Otago University associate professor of zoology Liz Slooten said she had serious concerns for the safety of whales and dolphins from sonar and seismic exploration for deep sea oil in Statoil's permit zone off Northland's west coast.
International oil company Statoil is preparing to carry out testing in 9,818.88km in the Northland Basin after being granted a permit by the Government, but Dr Slooten said more safeguards needed to be put in place before the company carried out any sonar and seismic testing using air guns.
She said the air guns were the loudest possible controlled noise a human could make in the sea, but they wreaked havoc with many marine mammals.
But Statoil said it has contracted a trained independent marine mammal observer to be aboard the vessel during the survey.
"This is not a requirement, but Statoil is keen to understand as much as it can about the marine life in the permit area," it said.
Statoil has also engaged a third party to undertake a marine mammal impact assessment within the permit area.
That was not enough, though, for Dr Slooten.
"Gray's and Cuvier's beaked whales and sperm whales live off Northland's west coast," Dr Slooten said.
"Beaked and sperm whales are sensitive to seismic sonar explosions for oil exploration that can damage hearing, which whales rely on to navigate, and they can be killed, if they're very close to the sonic explosions."
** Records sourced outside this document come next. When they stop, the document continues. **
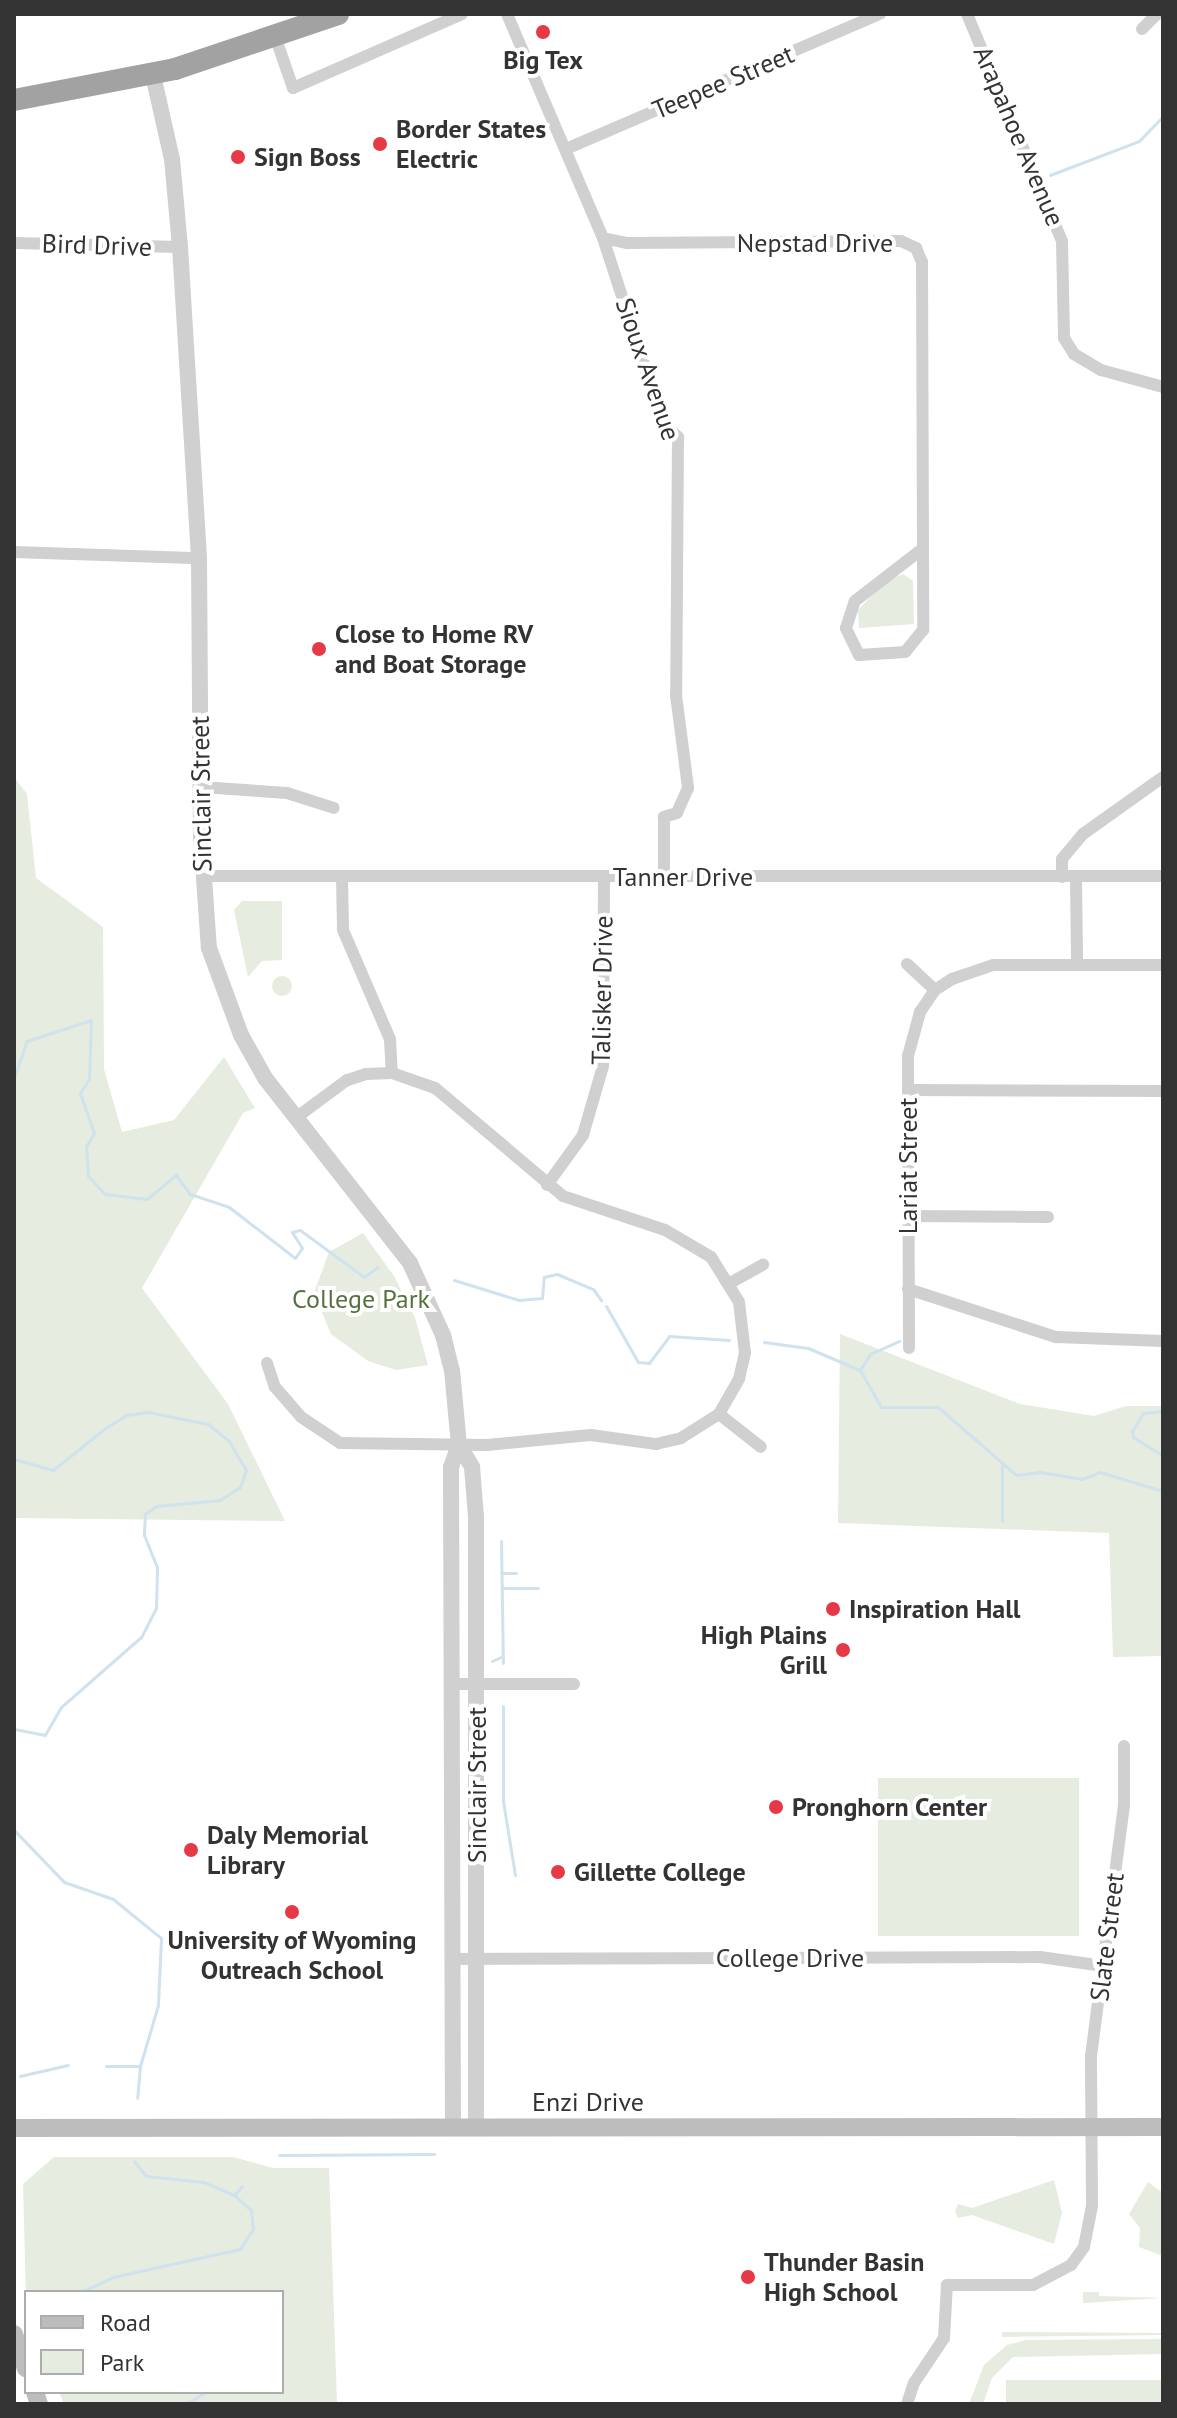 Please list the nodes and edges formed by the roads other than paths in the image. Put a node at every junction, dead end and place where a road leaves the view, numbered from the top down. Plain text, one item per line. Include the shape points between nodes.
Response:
1 (338, 14) edge
2 (462, 14) edge
3 (507, 14) edge
4 (880, 14) edge
5 (967, 14) edge
6 (1157, 14) edge
7 (1142, 29) dead end
8 (276, 39) junction
9 (153, 75) junction
10 (14, 100) edge
11 (566, 149) junction
12 (603, 238) junction
13 (14, 243) edge
14 (180, 247) junction
15 (1163, 387) edge
16 (922, 549) junction
17 (14, 552) edge
18 (199, 558) junction
19 (1163, 777) edge
20 (201, 787) junction
21 (334, 808) dead end
22 (202, 876) junction
23 (1163, 876) edge
24 (342, 877) junction
25 (604, 877) junction
26 (664, 877) junction
27 (1062, 877) junction
28 (1076, 877) junction
29 (907, 964) dead end
30 (1077, 965) junction
31 (1163, 965) edge
32 (935, 990) junction
33 (392, 1073) junction
34 (908, 1090) junction
35 (1163, 1091) edge
36 (297, 1117) junction
37 (547, 1185) junction
38 (909, 1216) junction
39 (1048, 1217) dead end
40 (763, 1265) dead end
41 (730, 1283) junction
42 (908, 1289) junction
43 (1163, 1341) edge
44 (909, 1348) dead end
45 (267, 1363) dead end
46 (719, 1414) junction
47 (459, 1445) junction
48 (761, 1447) dead end
49 (477, 1683) junction
50 (451, 1684) junction
51 (574, 1684) dead end
52 (1124, 1746) dead end
53 (451, 1959) junction
54 (477, 1959) junction
55 (1103, 1966) junction
56 (1163, 2127) edge
57 (14, 2128) edge
58 (453, 2128) junction
59 (476, 2128) junction
60 (1091, 2128) junction
61 (14, 2334) edge
62 (24, 2362) edge
63 (907, 2404) edge

1 - 8 highway
2 - 8 street via 293,88
3 - 11 street, Sioux Avenue
4 - 11 street, Teepee Street
5 - 15 street, Arapahoe Avenue via 1062,241 1064,338 1074,354 1101,370
6 - 7 street
8 - 9 highway
9 - 10 highway
9 - 14 street, Sinclair Street via 172,159
11 - 12 street, Sioux Avenue
12 - 16 street, Nepstad Drive via 641,243 901,241 916,248 922,262
12 - 26 street, Sioux Avenue via 663,423 678,437 676,695 688,788 677,813 664,817
13 - 14 street, Bird Drive
14 - 18 street, Sinclair Street
16 - 16 street, Nepstad Drive via 919,641 905,652 859,655 846,628 855,601
17 - 18 street
18 - 20 street, Sinclair Street
19 - 27 street via 1083,834 1062,859
20 - 21 street via 287,793
20 - 22 street, Sinclair Street
22 - 24 street, Tanner Drive
22 - 36 street, Sinclair Street via 209,948 221,988 265,1078
23 - 28 street, Tanner Drive
24 - 25 street, Tanner Drive
24 - 33 street via 343,930 390,1039
25 - 26 street, Tanner Drive
25 - 37 street, Talisker Drive via 603,1066 583,1135
26 - 27 street, Tanner Drive
27 - 28 street, Tanner Drive
28 - 30 street
29 - 32 street
30 - 31 street
30 - 32 street via 993,965
32 - 34 street, Lariat Street via 911,1033
33 - 36 street via 347,1080
33 - 37 street via 435,1088
34 - 35 street
34 - 38 street, Lariat Street
36 - 47 street, Sinclair Street via 410,1263 443,1335
37 - 41 street via 589,1207 689,1241 711,1257
38 - 39 street
38 - 42 street, Lariat Street
40 - 41 street
41 - 46 street via 745,1329 745,1353 739,1379
42 - 43 street via 1056,1337
42 - 44 street, Lariat Street
45 - 47 street via 275,1387 301,1417 340,1443
46 - 47 street via 681,1438 656,1444 591,1435
46 - 48 street
47 - 49 street, Sinclair Street via 472,1467 476,1517
47 - 50 street, Sinclair Street via 451,1467
49 - 50 street
49 - 51 street
49 - 54 street, Sinclair Street
50 - 53 street, Sinclair Street
52 - 55 street, Slate Street via 1124,1806
53 - 54 street, College Drive
53 - 58 street, Sinclair Street
54 - 55 street, College Drive via 1040,1957
54 - 59 street, Sinclair Street
55 - 60 street, Slate Street via 1091,2056
56 - 60 main road, Enzi Drive
57 - 58 main road, Enzi Drive
58 - 59 main road, Enzi Drive
59 - 60 main road, Enzi Drive
60 - 63 street, Slate Street via 1092,2206 1084,2247 1071,2265 1033,2285 947,2285 944,2338 914,2383
61 - 62 main road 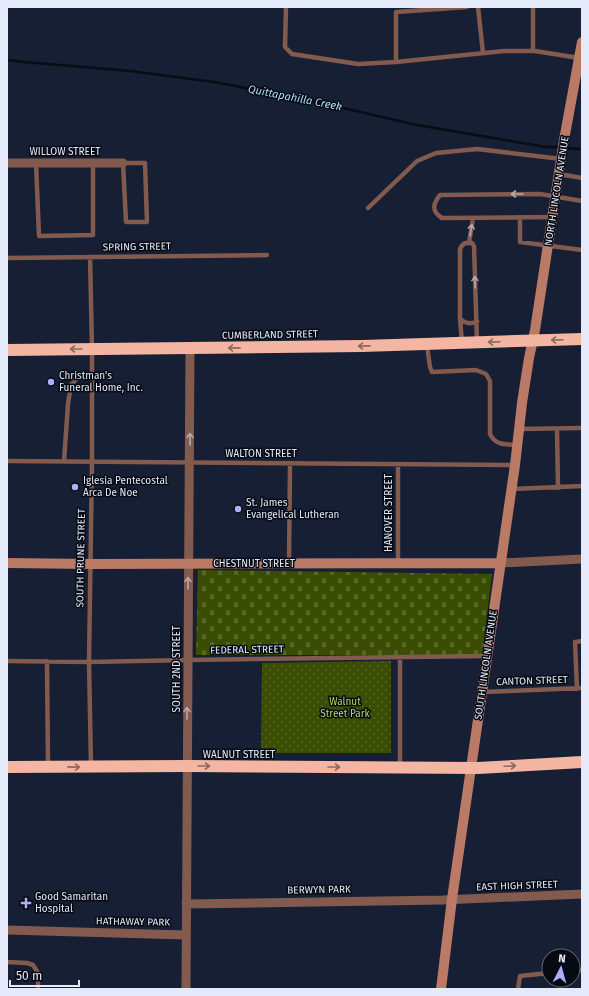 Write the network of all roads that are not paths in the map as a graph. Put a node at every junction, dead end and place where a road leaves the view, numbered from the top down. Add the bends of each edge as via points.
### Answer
1 (286, 7) edge
2 (467, 7) edge
3 (478, 7) edge
4 (533, 7) edge
5 (396, 9) edge
6 (582, 42) edge
7 (533, 51) junction
8 (483, 53) junction
9 (579, 58) junction
10 (396, 62) junction
11 (562, 156) junction
12 (7, 163) edge
13 (36, 163) junction
14 (93, 163) junction
15 (123, 163) junction
16 (559, 174) junction
17 (582, 178) edge
18 (556, 197) junction
19 (582, 201) edge
20 (368, 208) dead end
21 (520, 217) junction
22 (553, 217) junction
23 (473, 218) junction
24 (469, 243) junction
25 (548, 246) junction
26 (582, 250) edge
27 (267, 255) dead end
28 (90, 257) junction
29 (7, 258) edge
30 (460, 319) junction
31 (476, 321) junction
32 (582, 339) edge
33 (533, 341) junction
34 (477, 342) junction
35 (462, 343) junction
36 (427, 344) junction
37 (190, 348) junction
38 (92, 349) junction
39 (7, 350) edge
40 (92, 374) junction
41 (582, 428) edge
42 (519, 429) junction
43 (557, 429) junction
44 (517, 445) junction
45 (64, 461) junction
46 (92, 461) junction
47 (7, 462) edge
48 (189, 462) junction
49 (290, 463) junction
50 (398, 464) junction
51 (515, 465) junction
52 (582, 486) edge
53 (558, 488) junction
54 (511, 490) junction
55 (582, 559) edge
56 (7, 563) edge
57 (398, 563) junction
58 (501, 563) junction
59 (90, 564) junction
60 (188, 564) junction
61 (289, 564) junction
62 (582, 641) edge
63 (487, 656) junction
64 (400, 657) junction
65 (188, 660) junction
66 (7, 661) edge
67 (47, 661) junction
68 (89, 662) junction
69 (580, 689) edge
70 (482, 692) junction
71 (582, 762) edge
72 (48, 766) junction
73 (187, 766) junction
74 (7, 767) edge
75 (90, 767) junction
76 (400, 767) junction
77 (471, 768) junction
78 (582, 894) edge
79 (452, 899) junction
80 (186, 904) junction
81 (7, 930) edge
82 (186, 935) junction
83 (7, 962) edge
84 (541, 974) edge
85 (38, 989) edge
86 (186, 989) edge
87 (441, 989) edge
88 (518, 989) edge

1 - 10 lane via 285,47 292,54 358,64
2 - 5 lane
3 - 8 lane
4 - 7 lane
5 - 10 lane
6 - 9 main road, NORTH LINCOLN AVENUE
7 - 8 lane
7 - 9 lane
8 - 10 lane
9 - 11 main road, NORTH LINCOLN AVENUE
11 - 16 main road, NORTH LINCOLN AVENUE
11 - 20 lane via 477,149 436,153 417,161
12 - 13 street, WILLOW STREET
13 - 14 street, WILLOW STREET
13 - 14 lane via 39,236 93,236
14 - 15 street, WILLOW STREET
15 - 15 lane via 126,222 147,222 145,163
16 - 17 lane
16 - 18 main road, NORTH LINCOLN AVENUE
18 - 19 lane
18 - 22 main road, NORTH LINCOLN AVENUE
18 -> 23 lane via 540,194 440,195 435,201 434,207 442,218
21 - 22 lane
21 - 23 lane
21 - 25 lane via 520,242
22 - 25 main road, NORTH LINCOLN AVENUE
24 -> 23 lane
24 - 30 lane via 462,244 460,249
31 -> 24 lane via 474,246
25 - 26 lane
25 - 33 main road, NORTH LINCOLN AVENUE
27 - 28 lane, SPRING STREET
28 - 29 lane, SPRING STREET
28 - 38 lane, SOUTH PRUNE STREET
30 - 31 lane via 469,323
30 - 35 lane
31 - 34 lane
32 -> 33 highway, CUMBERLAND STREET
33 -> 34 highway, CUMBERLAND STREET
33 - 42 main road, SOUTH LINCOLN AVENUE via 528,358
34 - 35 highway, CUMBERLAND STREET
35 - 36 highway, CUMBERLAND STREET
36 -> 37 highway, CUMBERLAND STREET
36 - 44 lane via 432,372 476,370 486,374 490,381 490,434 498,443
37 - 38 highway, CUMBERLAND STREET
48 -> 37 street, SOUTH 2ND STREET
38 -> 39 highway, CUMBERLAND STREET
38 - 40 lane, SOUTH PRUNE STREET
40 - 45 lane via 78,377 71,385
40 - 46 lane, SOUTH PRUNE STREET
41 - 43 lane
42 - 43 lane
42 - 44 main road, SOUTH LINCOLN AVENUE
43 - 53 lane
44 - 51 main road, SOUTH LINCOLN AVENUE
45 - 46 lane, WALTON STREET
45 - 47 lane, WALTON STREET
46 - 48 lane, WALTON STREET
46 - 59 lane, SOUTH PRUNE STREET
48 - 49 lane, WALTON STREET
48 - 60 street, SOUTH 2ND STREET
49 - 50 lane, WALTON STREET
49 - 61 lane
50 - 51 lane, WALTON STREET
50 - 57 lane, HANOVER STREET
51 - 54 main road, SOUTH LINCOLN AVENUE
52 - 53 lane
53 - 54 lane
54 - 58 main road, SOUTH LINCOLN AVENUE
55 - 58 street
56 - 59 main road, CHESTNUT STREET
57 - 58 main road, CHESTNUT STREET
57 - 61 main road, CHESTNUT STREET
58 - 63 main road, SOUTH LINCOLN AVENUE
59 - 60 main road, CHESTNUT STREET
59 - 68 lane, SOUTH PRUNE STREET
60 - 61 main road, CHESTNUT STREET
65 -> 60 street, SOUTH 2ND STREET
62 - 69 lane via 575,642
63 - 64 lane, FEDERAL STREET
63 - 70 main road, SOUTH LINCOLN AVENUE
64 - 65 lane, FEDERAL STREET
64 - 76 lane
65 - 68 lane, FEDERAL STREET
73 -> 65 street, SOUTH 2ND STREET
66 - 67 lane, FEDERAL STREET
67 - 68 lane, FEDERAL STREET
67 - 72 lane
68 - 75 lane, SOUTH PRUNE STREET
69 - 70 lane, CANTON STREET
70 - 77 main road, SOUTH LINCOLN AVENUE
77 -> 71 highway, WALNUT STREET
72 - 74 highway, WALNUT STREET
72 -> 75 highway, WALNUT STREET
73 - 75 highway, WALNUT STREET
73 -> 76 highway, WALNUT STREET
73 - 80 street, SOUTH 2ND STREET
76 - 77 highway, WALNUT STREET
77 - 79 main road, SOUTH LINCOLN AVENUE
78 - 79 street, EAST HIGH STREET
79 - 80 street, BERWYN PARK
79 - 87 main road, SOUTH LINCOLN AVENUE
80 - 82 street, SOUTH 2ND STREET
81 - 82 street, HATHAWAY PARK
82 - 86 street, SOUTH 2ND STREET
83 - 85 lane via 33,965 38,973
84 - 88 lane via 520,976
She said there are three common responses when whales are scared by sonar: fleeing to escape the sounds can push marine mammals into areas of other risks, such as netting; because sound travels further in deep water, whales may head for shallower and shallower water where the sonar noise becomes quiet more quickly, and end up beaching themselves; and beaked whales normally feed 1000-3000ft deep off Northland and may panic and try to surface too quickly.
"This can give them the bends by not being able to depressurise. The worst result is death," Dr Slooten said.
Some species could effectively be left deaf and blind.
Dr Slooten said having observers on oil survey vessels was "virtually useless", with observers only seeing around 10 per cent of whales and dolphins in the area.